Efficacy and safety of different chemotherapy regimens concurrent with radiotherapy in the treatment of locally advanced cervical cancer

  • Yaping Wu,
  • Peng Jiang,
  • Zhiying Chen,
  • Wei Li,
  • Bin Dong,
  • Yongchun Zhang

DOI
https://doi.org/10.1186/s12885-024-12358-8
Journal volume & issue
Vol. 24, no. 1
pp. 1 – 9

Abstract

Read online

Abstract Background Evaluate the efficacy and safety of different chemotherapy regimens concurrent with radiotherapy in treating locally advanced cervical cancer (LACC). Methods Retrospective data was collected from LACC patients who were treated at our institution. These patients were categorized into three groups: the single-agent cisplatin (DDP) chemoradiotherapy group, the paclitaxel plus cisplatin (TP) chemoradiotherapy group, and the nanoparticle albumin-bound (nab-) paclitaxel combined with cisplatin (nPP) chemoradiotherapy group. The primary endpoints were overall survival (OS) and progression-free survival (PFS) and the secondary endpoints were objective response rate (ORR) and incidence of adverse events (AEs). Results A total of 124 patients were enrolled (32 in the DDP group, 41 in the TP group, and 51 in the nPP group). There were differences in OS (P = 0.041, HR 0.527, 95% CI 0.314–0.884) and PFS (P = 0.003, HR 0.517, 95% CI 0.343–0.779) between the three groups. Notably, the 2-year OS rate was significantly higher in the nPP group compared to the DDP group (92.2% vs. 85.4%, P = 0.012).
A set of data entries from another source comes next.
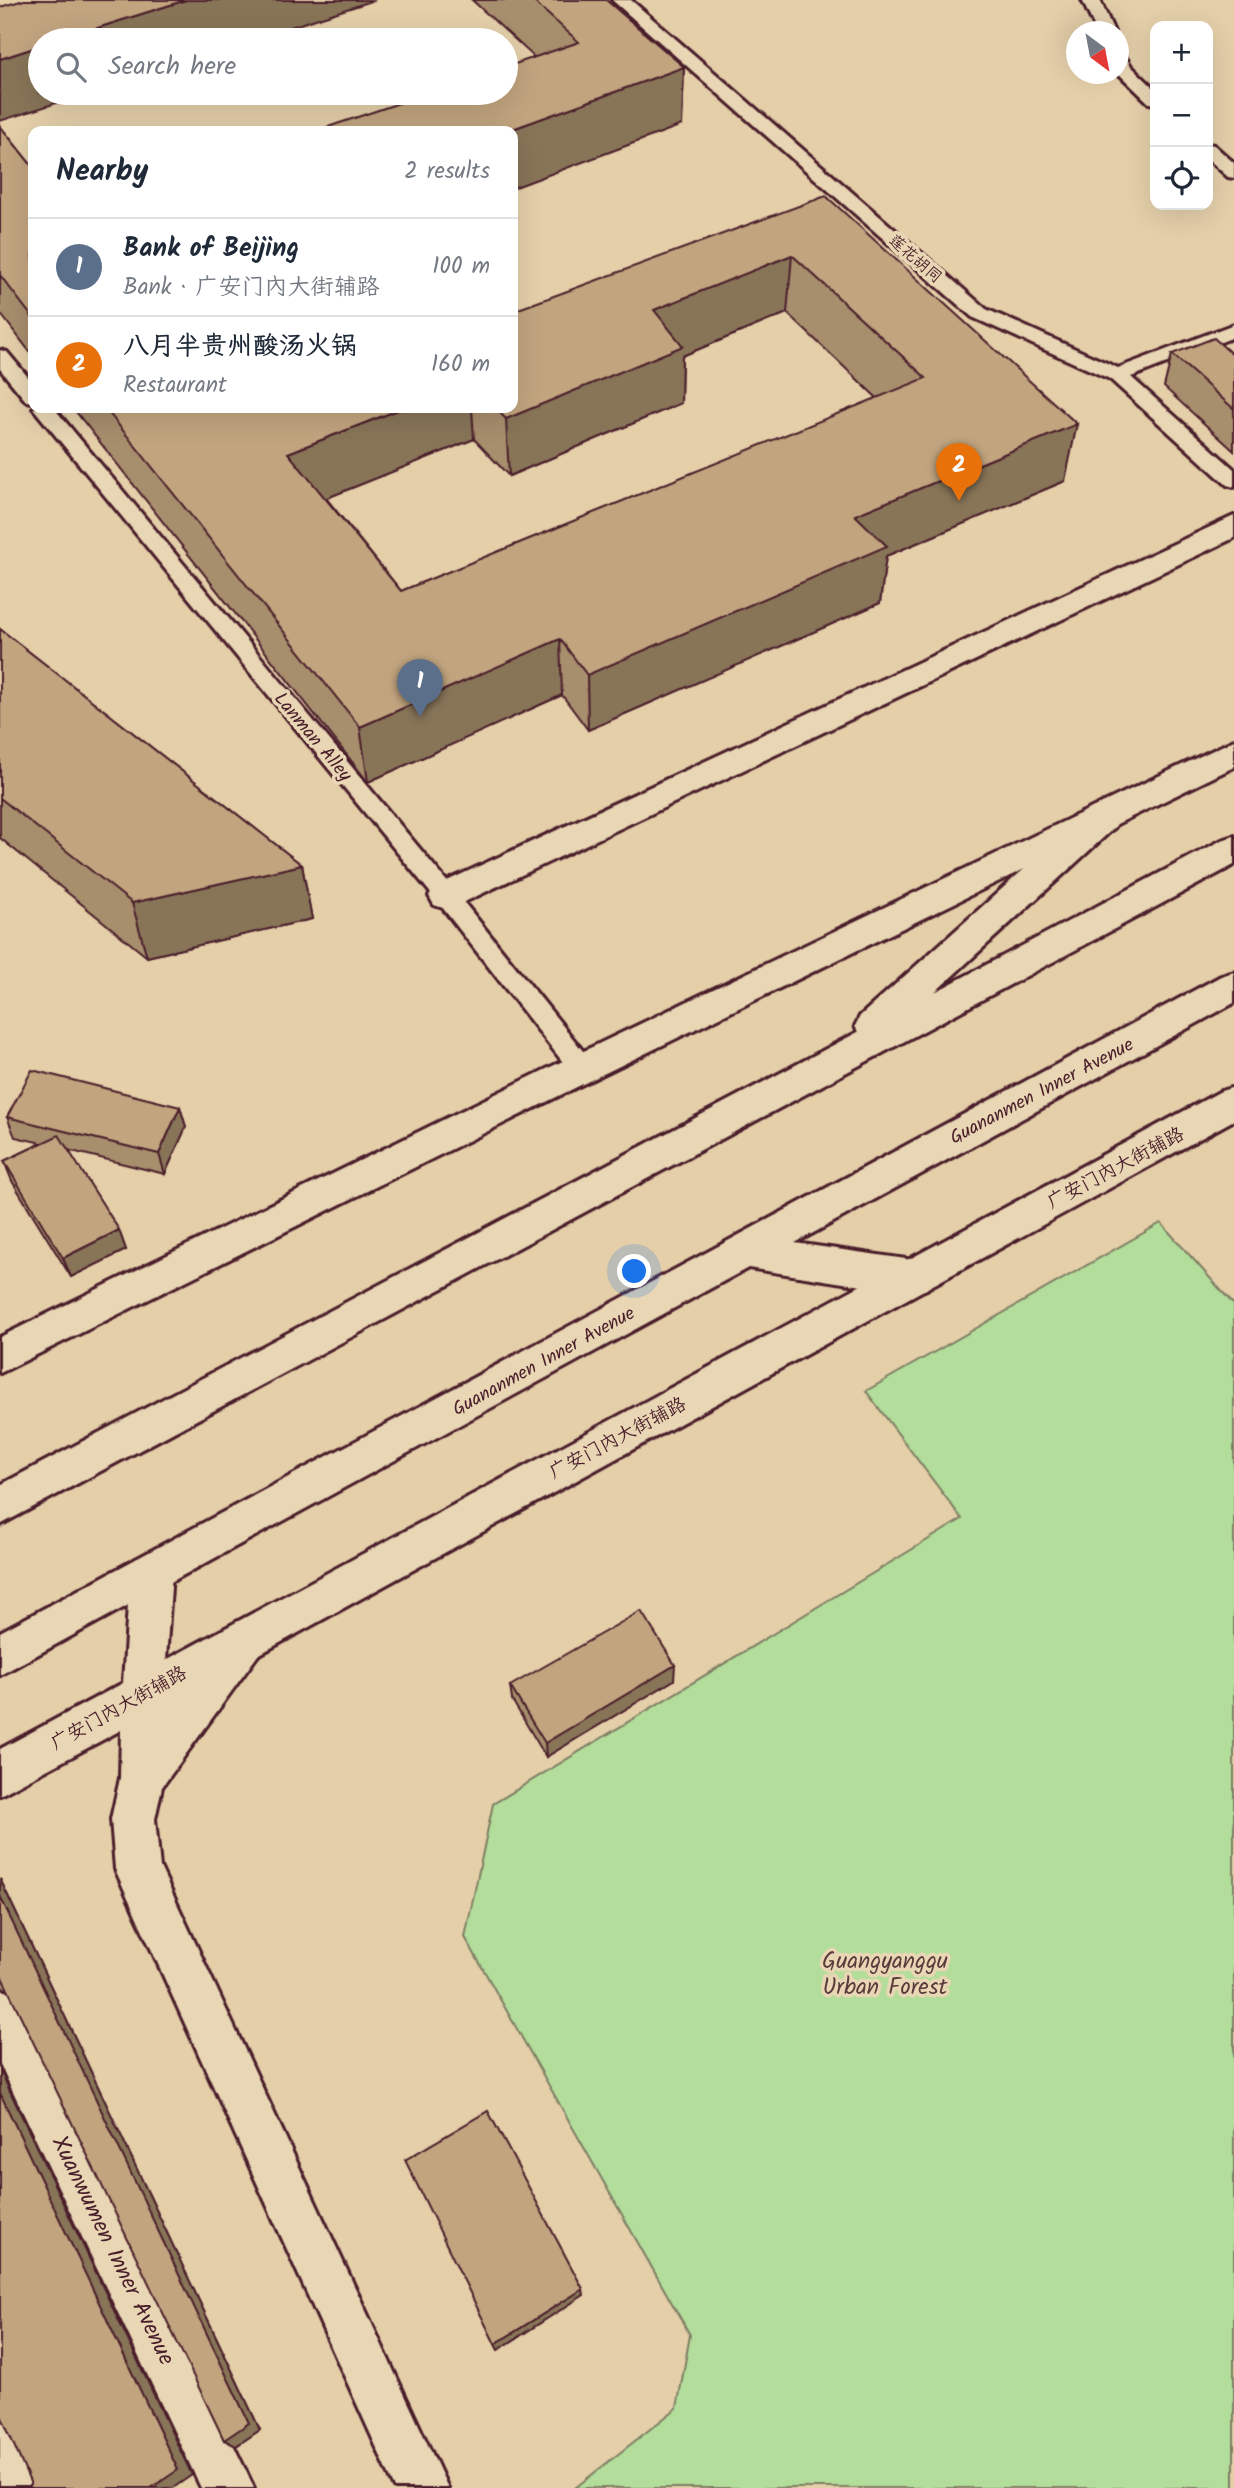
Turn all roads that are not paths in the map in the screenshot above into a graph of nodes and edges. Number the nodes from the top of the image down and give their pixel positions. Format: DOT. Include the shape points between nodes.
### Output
graph roads {
  1 [pos="621,0"];
  2 [pos="1091,0"];
  3 [pos="1101,21"];
  4 [pos="1129,74"];
  5 [pos="1150,94"];
  6 [pos="1213,154"];
  7 [pos="1234,173"];
  8 [pos="1234,330"];
  9 [pos="0,356"];
  10 [pos="1116,374"];
  11 [pos="28,390"];
  12 [pos="47,413"];
  13 [pos="1234,480"];
  14 [pos="1234,526"];
  15 [pos="1234,752"];
  16 [pos="1103,818"];
  17 [pos="1234,849"];
  18 [pos="446,896"];
  19 [pos="1234,986"];
  20 [pos="830,1066"];
  21 [pos="582,1068"];
  22 [pos="1234,1102"];
  23 [pos="742,1251"];
  24 [pos="913,1277"];
  25 [pos="0,1356"];
  26 [pos="0,1506"];
  27 [pos="151,1573"];
  28 [pos="247,1637"];
  29 [pos="0,1655"];
  30 [pos="146,1691"];
  31 [pos="0,1773"];
  32 [pos="142,1778"];
  33 [pos="0,2012"];
  34 [pos="0,2439"];
  35 [pos="21,2488"];
  36 [pos="228,2488"];
  37 [pos="422,2488"];
  1 -- 10 [label="lane, 莲花胡同" via="979,313"];
  2 -- 3 [label="lane"];
  4 -- 5 [label="lane"];
  6 -- 7 [label="lane"];
  8 -- 10 [label="lane"];
  9 -- 11 [label="lane"];
  10 -- 13 [label="lane, 莲花胡同"];
  12 -- 18 [label="lane, Lanman Alley"];
  14 -- 18 [label="street"];
  15 -- 16 [label="street"];
  16 -- 20 [label="street"];
  16 -- 21 [label="street"];
  17 -- 20 [label="street"];
  18 -- 21 [label="lane, Lanman Alley"];
  19 -- 23 [label="street, Guananmen Inner Avenue"];
  20 -- 26 [label="street"];
  21 -- 25 [label="street"];
  22 -- 24 [label="street, 广安门内大街辅路"];
  23 -- 24 [label="street"];
  23 -- 27 [label="street, Guananmen Inner Avenue"];
  24 -- 28 [label="street, 广安门内大街辅路"];
  27 -- 29 [label="street, Guananmen Inner Avenue"];
  27 -- 30 [label="street"];
  28 -- 30 [label="street, 广安门内大街辅路"];
  28 -- 32 [label="street"];
  30 -- 31 [label="street, 广安门内大街辅路"];
  30 -- 32 [label="street"];
  32 -- 37 [label="street" via="133,1819 138,1869"];
  33 -- 36 [label="street, Xuanwumen Inner Avenue"];
  34 -- 35 [label="street"];
}
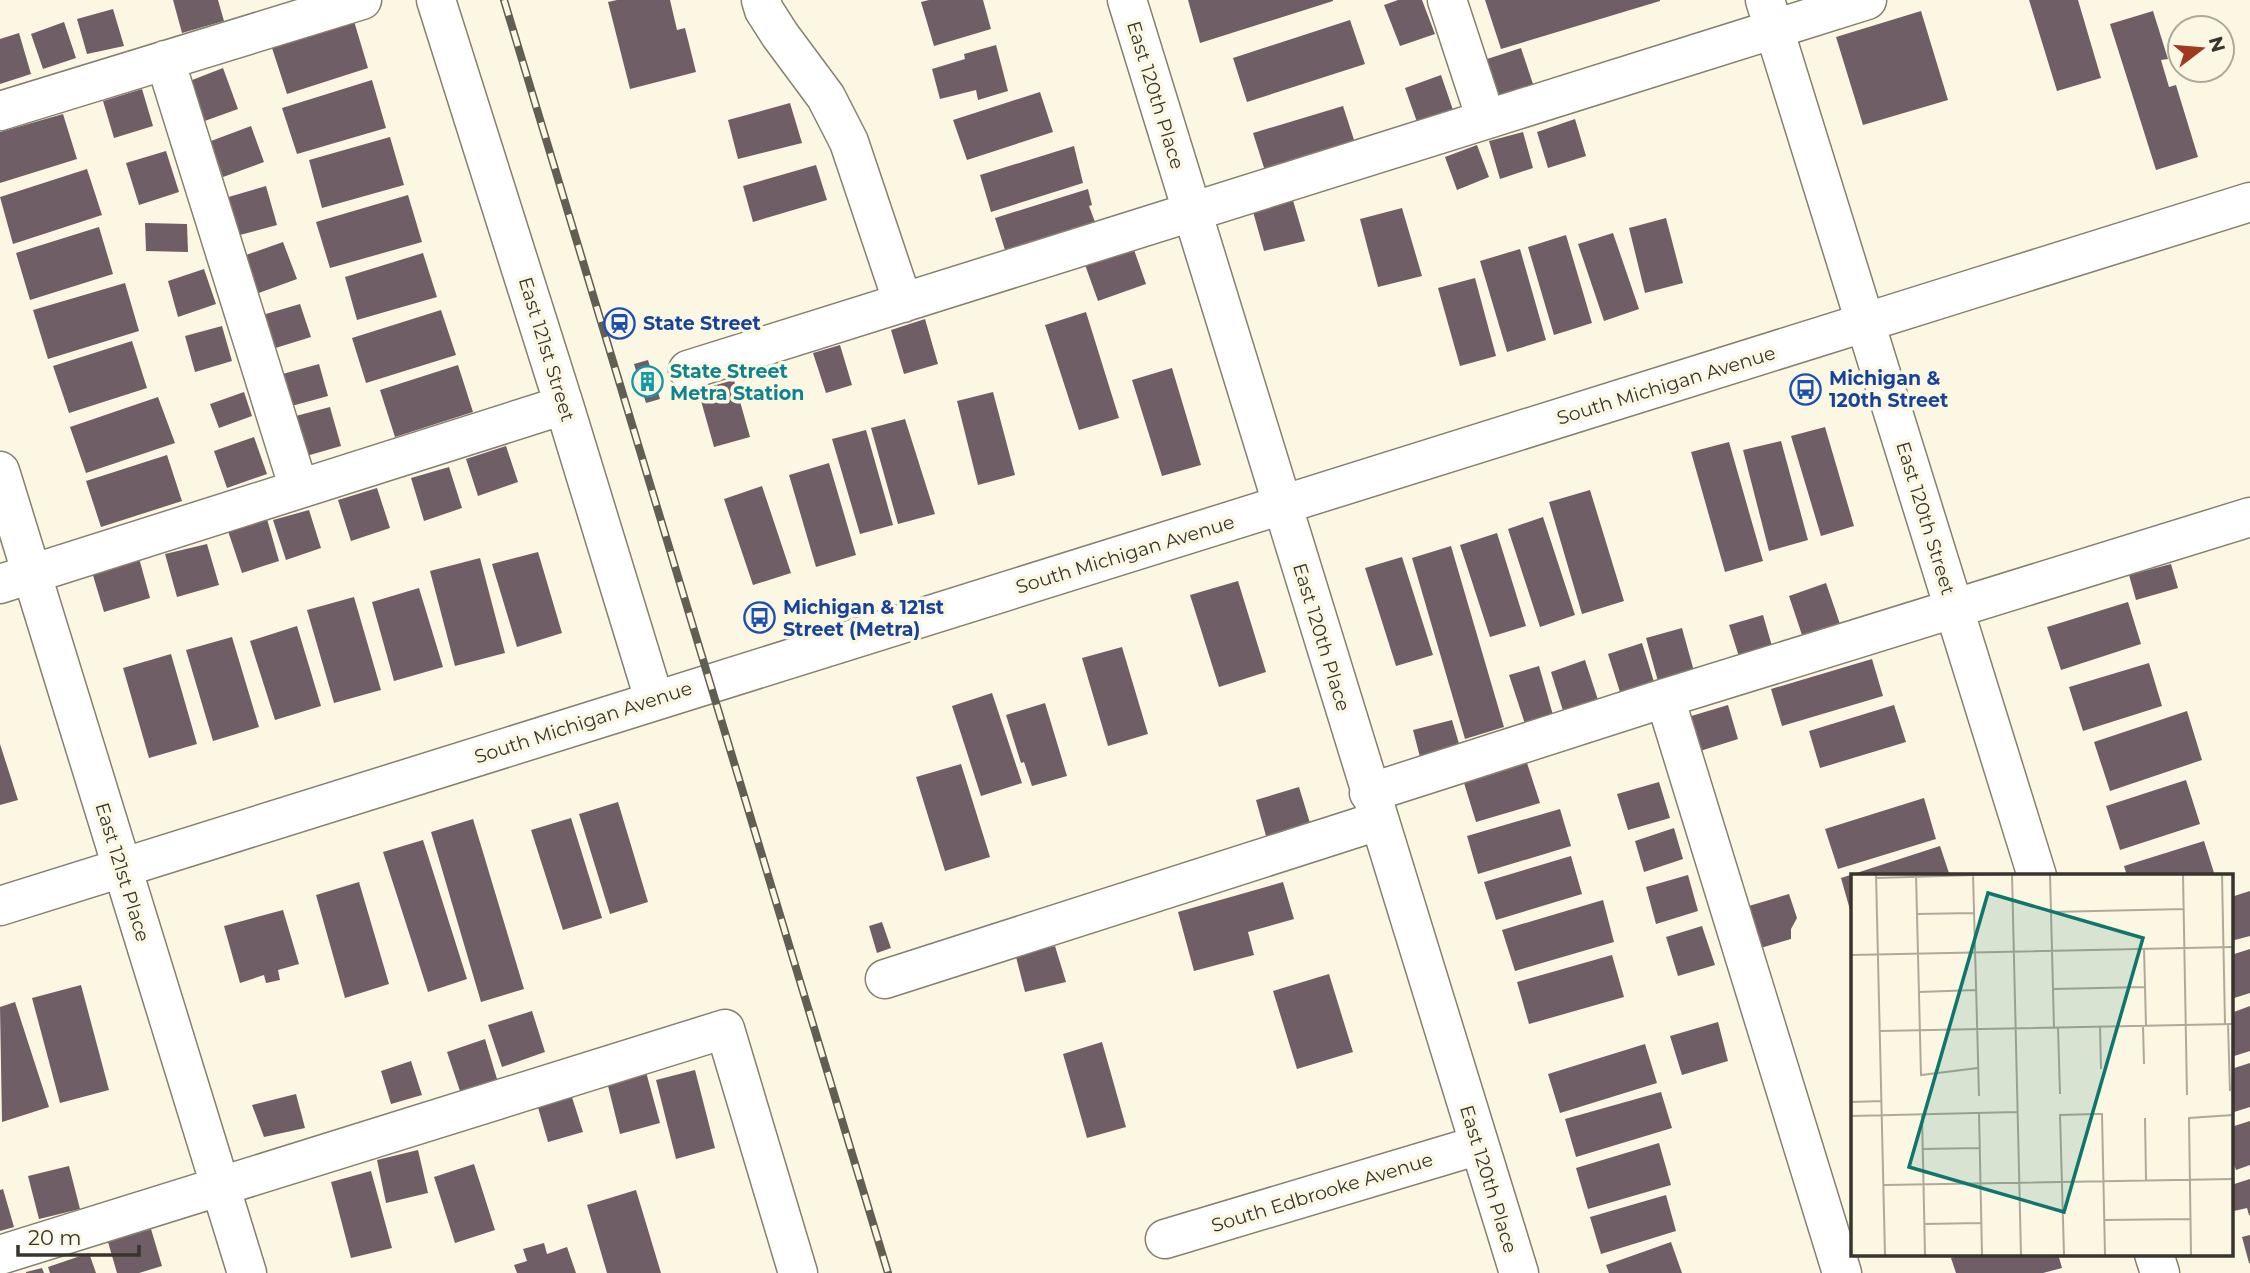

The 2-year PFS rates showed a marked increase in the TP group (78.0% vs. 59.4%, P = 0.048) and the nPP group (88.2% vs. 59.4%, P = 0.001) relative to the DPP group, with multiple comparisons indicating that the 2-year PFS rate was significantly superior in the nPP group versus the DDP group (88.2% vs. 59.4%, P = 0.001). Moreover, the ORR was also significantly higher in the nPP group than in the DDP group (P = 0.013); and no statistically significant differences were found in the incidence of AEs among the groups (P > 0.05). Conclusions In LACC treatment, the two cisplatin-based doublet chemotherapy regimens are associated with better outcomes, with the nab-paclitaxel plus cisplatin regimen showing better efficacy than the paclitaxel plus cisplatin regimen. Furthermore, the AEs associated with these regimens were deemed tolerable. These findings could provide a reference for the clinical treatment of LACC. However, further prospective studies are needed to verify it.